*Assignment*
Would you please return every line from the listing that contains the word "Rhino"?

*Provided material*
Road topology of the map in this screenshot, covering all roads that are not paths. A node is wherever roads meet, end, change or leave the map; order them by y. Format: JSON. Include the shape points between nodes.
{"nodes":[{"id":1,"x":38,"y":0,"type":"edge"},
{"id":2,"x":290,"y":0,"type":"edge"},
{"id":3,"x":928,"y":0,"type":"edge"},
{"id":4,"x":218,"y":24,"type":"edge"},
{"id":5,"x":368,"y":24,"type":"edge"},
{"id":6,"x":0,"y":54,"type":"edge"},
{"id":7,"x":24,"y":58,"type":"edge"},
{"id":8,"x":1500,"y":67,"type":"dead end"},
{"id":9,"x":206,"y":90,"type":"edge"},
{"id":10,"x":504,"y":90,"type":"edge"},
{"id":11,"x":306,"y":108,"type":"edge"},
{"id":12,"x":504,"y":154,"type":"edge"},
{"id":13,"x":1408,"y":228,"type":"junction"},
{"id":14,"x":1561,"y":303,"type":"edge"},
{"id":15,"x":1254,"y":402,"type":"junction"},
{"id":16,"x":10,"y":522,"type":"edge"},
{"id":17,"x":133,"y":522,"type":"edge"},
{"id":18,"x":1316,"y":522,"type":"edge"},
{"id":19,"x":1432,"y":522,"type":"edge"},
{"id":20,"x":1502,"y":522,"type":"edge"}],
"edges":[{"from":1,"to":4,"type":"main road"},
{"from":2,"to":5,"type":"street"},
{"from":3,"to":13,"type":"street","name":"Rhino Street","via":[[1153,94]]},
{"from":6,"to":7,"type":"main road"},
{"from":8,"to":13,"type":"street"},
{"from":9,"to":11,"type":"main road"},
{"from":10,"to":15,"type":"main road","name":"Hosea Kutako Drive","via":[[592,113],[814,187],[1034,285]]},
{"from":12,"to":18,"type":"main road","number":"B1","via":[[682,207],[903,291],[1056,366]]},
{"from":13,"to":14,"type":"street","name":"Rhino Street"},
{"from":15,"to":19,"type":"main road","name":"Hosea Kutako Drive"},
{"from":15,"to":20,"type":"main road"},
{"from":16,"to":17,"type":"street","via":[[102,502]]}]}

*Solved exercise*
{"from":3,"to":13,"type":"street","name":"Rhino Street","via":[[1153,94]]},
{"from":13,"to":14,"type":"street","name":"Rhino Street"},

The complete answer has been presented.